■ What you need to do ■
Repeat exactly the opening lines of the records, ending with the line that contains "middle mcp: (76, 360)".

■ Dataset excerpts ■
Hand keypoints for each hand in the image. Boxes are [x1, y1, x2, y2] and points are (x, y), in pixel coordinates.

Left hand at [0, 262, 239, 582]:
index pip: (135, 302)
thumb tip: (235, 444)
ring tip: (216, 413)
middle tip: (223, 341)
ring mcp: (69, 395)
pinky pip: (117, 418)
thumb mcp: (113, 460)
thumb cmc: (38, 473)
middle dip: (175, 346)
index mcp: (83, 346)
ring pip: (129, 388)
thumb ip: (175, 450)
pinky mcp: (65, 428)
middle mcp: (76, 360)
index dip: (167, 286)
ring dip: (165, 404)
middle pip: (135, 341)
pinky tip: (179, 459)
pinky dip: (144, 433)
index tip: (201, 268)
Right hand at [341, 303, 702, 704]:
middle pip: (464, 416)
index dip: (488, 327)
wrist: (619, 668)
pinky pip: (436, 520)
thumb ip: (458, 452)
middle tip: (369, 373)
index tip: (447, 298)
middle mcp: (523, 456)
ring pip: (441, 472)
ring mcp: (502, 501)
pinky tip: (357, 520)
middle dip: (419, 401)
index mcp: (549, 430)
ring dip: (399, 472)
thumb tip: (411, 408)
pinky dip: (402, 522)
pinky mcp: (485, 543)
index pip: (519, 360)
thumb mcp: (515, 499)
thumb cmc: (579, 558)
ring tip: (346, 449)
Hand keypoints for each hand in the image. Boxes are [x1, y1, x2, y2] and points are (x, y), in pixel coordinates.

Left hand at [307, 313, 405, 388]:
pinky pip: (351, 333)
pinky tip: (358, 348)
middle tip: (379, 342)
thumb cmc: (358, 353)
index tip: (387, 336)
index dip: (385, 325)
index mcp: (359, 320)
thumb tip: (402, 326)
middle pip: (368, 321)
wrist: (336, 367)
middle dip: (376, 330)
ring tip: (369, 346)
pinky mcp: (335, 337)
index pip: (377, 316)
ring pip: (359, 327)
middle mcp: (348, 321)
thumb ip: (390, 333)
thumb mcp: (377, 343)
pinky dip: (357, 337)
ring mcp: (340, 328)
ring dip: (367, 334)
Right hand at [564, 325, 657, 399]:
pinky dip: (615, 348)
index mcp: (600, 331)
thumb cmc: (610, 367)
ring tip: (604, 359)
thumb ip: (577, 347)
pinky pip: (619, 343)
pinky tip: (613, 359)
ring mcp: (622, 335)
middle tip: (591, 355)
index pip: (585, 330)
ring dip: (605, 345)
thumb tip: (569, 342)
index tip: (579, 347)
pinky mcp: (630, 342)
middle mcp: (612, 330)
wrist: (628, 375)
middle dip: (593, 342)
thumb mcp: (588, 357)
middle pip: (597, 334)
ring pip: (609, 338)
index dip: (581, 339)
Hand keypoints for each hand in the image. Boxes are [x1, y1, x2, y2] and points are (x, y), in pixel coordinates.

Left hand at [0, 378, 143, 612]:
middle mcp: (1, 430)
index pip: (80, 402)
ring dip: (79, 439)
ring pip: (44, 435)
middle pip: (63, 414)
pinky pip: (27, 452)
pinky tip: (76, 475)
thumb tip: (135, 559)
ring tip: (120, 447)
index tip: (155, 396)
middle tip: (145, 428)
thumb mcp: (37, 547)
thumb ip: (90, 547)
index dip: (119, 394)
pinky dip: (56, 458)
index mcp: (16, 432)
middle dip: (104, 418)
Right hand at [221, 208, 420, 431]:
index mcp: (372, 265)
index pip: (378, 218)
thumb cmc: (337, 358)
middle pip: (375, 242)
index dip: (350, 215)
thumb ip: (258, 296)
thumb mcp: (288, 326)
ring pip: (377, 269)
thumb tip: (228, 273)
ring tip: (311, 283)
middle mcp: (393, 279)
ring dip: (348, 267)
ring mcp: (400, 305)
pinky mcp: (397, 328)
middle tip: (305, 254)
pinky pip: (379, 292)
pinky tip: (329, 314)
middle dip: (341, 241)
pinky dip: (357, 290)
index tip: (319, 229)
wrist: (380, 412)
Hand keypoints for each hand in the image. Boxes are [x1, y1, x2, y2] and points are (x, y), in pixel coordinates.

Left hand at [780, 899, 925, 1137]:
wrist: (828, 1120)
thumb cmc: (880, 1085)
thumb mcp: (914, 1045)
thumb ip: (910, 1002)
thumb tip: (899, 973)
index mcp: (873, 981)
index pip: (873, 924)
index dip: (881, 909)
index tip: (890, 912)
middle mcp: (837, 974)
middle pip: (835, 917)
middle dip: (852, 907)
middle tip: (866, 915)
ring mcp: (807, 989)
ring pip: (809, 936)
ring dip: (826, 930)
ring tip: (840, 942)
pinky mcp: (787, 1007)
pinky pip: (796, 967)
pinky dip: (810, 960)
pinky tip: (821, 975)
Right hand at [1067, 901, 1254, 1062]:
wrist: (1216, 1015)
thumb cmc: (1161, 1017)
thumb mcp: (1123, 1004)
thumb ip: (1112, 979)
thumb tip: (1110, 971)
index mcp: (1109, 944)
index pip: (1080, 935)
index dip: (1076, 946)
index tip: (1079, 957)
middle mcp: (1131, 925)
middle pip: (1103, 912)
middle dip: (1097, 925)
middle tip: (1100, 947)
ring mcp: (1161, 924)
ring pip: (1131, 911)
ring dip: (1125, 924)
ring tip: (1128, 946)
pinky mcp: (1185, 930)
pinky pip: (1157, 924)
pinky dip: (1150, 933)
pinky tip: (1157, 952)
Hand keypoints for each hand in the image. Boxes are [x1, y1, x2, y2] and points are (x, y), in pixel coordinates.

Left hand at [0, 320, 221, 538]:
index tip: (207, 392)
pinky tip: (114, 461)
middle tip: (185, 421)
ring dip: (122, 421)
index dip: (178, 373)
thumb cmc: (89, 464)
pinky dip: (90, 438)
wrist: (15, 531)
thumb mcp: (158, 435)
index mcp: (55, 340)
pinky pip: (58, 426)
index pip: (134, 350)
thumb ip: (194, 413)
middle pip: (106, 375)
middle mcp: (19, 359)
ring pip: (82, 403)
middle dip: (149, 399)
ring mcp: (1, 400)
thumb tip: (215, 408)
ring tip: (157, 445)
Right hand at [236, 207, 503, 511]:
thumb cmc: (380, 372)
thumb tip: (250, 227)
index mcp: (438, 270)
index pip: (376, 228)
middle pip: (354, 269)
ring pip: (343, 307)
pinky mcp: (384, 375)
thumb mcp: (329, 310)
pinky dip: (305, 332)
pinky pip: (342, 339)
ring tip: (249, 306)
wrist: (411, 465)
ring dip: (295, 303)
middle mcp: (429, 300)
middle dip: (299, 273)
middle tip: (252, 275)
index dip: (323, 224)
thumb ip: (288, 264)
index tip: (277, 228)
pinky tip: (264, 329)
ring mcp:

■ Solution to this problem ■
Hand keypoints for each hand in the image. Boxes are [x1, y1, x2, y2] and points are (x, y), in pixel coordinates.

Left hand at [0, 262, 239, 582]:
index pip: (135, 302)
thumb tip: (235, 444)
ring tip: (216, 413)
middle tip: (223, 341)
ring mcp: (69, 395)
pinky pip: (117, 418)
thumb mcp: (113, 460)
thumb cmc: (38, 473)
middle dip: (175, 346)
index mcp: (83, 346)
ring pip: (129, 388)
thumb ip: (175, 450)
pinky mcp: (65, 428)
middle mcp: (76, 360)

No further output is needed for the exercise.